Perhaps we should blame Vasari. Ever since the publication of his Lives of the Artists, and to an ever-increasing extent, the world of art has been governed by the star system. In other words, the first question likely to be asked about a painting or sculpture is whodunit? And if the answer turns out to be, not Leonardo da Vinci — as has been suggested in the case of the controversial ‘Salvator Mundi’ — then the price tag becomes enormously smaller.
Does this matter? Artist Unknown, a little exhibition at Kettle’s Yard, Cambridge, investigates the case of the anonymous work. This draws on the rich resources of the museums of Cambridge — which include, of course, the Fitzwilliam, but also collections devoted to archaeology and anthropology, science, polar exploration and many other subjects.
Some of the things on display could be hung on the walls of Tate Modern without causing any surprise. A magnificent piece of Fijian barkcloth, consisting of vigorous black and white lozenges, stripes and triangles (see p27), has all the visual energy and authority that you might expect from a great abstract painting. Indeed, over the past century, many such objects have been shifted from ethnographic museums to museums of art. The Met in New York, for instance has galleries devoted to the arts of Oceania, filled with works just like this.

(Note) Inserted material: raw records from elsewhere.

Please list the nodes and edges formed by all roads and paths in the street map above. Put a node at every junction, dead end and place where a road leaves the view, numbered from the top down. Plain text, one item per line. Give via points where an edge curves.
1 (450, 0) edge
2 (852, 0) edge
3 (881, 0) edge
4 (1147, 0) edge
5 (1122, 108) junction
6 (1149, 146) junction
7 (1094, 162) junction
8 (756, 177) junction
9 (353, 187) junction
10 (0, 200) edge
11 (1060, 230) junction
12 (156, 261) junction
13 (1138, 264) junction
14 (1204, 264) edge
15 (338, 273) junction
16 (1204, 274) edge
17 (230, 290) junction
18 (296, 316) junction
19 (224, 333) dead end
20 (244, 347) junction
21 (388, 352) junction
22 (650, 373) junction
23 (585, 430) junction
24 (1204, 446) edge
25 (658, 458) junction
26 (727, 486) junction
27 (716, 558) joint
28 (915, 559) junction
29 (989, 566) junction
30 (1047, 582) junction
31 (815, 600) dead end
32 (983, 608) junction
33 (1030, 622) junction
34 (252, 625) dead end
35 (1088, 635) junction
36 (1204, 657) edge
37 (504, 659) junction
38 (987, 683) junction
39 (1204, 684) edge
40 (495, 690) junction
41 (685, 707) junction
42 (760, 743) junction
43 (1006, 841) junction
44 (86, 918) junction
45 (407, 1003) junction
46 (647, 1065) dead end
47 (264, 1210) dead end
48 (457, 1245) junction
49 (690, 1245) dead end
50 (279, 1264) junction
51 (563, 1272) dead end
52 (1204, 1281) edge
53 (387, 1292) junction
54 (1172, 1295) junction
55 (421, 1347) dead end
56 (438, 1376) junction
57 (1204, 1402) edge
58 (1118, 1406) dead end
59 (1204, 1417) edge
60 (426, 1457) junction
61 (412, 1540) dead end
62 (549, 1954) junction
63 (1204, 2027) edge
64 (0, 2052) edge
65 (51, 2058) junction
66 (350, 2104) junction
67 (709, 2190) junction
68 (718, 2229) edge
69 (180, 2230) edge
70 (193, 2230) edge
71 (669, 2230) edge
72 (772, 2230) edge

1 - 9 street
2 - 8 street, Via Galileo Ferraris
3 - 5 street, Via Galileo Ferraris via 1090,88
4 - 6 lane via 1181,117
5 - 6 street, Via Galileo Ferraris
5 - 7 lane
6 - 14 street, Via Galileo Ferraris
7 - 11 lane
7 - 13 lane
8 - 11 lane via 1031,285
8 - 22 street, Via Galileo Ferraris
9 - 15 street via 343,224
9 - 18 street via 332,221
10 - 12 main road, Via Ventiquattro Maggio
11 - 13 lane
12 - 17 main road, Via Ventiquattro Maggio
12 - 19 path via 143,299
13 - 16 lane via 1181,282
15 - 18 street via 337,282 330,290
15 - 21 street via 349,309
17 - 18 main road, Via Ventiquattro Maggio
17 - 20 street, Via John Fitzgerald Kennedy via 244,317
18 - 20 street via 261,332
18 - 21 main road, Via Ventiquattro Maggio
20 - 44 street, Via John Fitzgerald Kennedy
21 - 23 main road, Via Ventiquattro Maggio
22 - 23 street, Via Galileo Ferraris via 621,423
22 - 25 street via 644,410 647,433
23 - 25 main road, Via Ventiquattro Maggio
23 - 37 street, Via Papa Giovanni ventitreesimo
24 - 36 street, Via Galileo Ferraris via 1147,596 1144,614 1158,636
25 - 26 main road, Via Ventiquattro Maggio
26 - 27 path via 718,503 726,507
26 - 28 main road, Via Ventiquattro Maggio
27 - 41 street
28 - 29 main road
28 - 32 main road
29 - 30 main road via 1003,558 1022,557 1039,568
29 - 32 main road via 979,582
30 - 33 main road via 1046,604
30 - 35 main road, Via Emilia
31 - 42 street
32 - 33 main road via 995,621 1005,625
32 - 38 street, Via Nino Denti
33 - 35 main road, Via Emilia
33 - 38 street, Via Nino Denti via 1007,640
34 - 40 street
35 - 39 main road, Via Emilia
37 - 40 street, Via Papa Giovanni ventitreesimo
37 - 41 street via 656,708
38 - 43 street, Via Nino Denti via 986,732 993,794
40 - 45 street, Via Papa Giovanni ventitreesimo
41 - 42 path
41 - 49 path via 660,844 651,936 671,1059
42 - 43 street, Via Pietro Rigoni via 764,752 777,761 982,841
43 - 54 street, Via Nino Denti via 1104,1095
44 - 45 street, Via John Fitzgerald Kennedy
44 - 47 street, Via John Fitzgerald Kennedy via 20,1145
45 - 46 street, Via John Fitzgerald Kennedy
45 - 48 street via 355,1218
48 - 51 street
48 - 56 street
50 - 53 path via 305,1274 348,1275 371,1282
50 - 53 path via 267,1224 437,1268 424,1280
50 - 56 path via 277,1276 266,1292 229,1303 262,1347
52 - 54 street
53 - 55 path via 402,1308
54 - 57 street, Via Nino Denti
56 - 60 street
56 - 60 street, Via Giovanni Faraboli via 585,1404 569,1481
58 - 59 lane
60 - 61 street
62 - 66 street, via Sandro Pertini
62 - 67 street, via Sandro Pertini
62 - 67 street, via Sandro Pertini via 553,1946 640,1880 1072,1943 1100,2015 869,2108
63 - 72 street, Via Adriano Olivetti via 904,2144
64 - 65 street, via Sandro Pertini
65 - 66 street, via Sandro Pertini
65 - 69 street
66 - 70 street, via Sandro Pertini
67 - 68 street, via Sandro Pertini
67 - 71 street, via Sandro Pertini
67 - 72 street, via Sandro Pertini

Another fabulous textile in the exhibition, a rectangle of brilliantly coloured embroidery worn by Zoroastrian women as decorations on their trousers, is actually part of the collection at Kettle’s Yard itself. Jim Ede, the founder and creator of this remarkable house-cum-modern art gallery, was given these Iranian trouser cuffs by a friend who had once worked as a secret agent.
Ede — a modernist who derived his ideas from Ben Nicholson, who got them in turn from Mondrian — would have had no trouble in classifying these stripy Zoroastrian embroideries as art.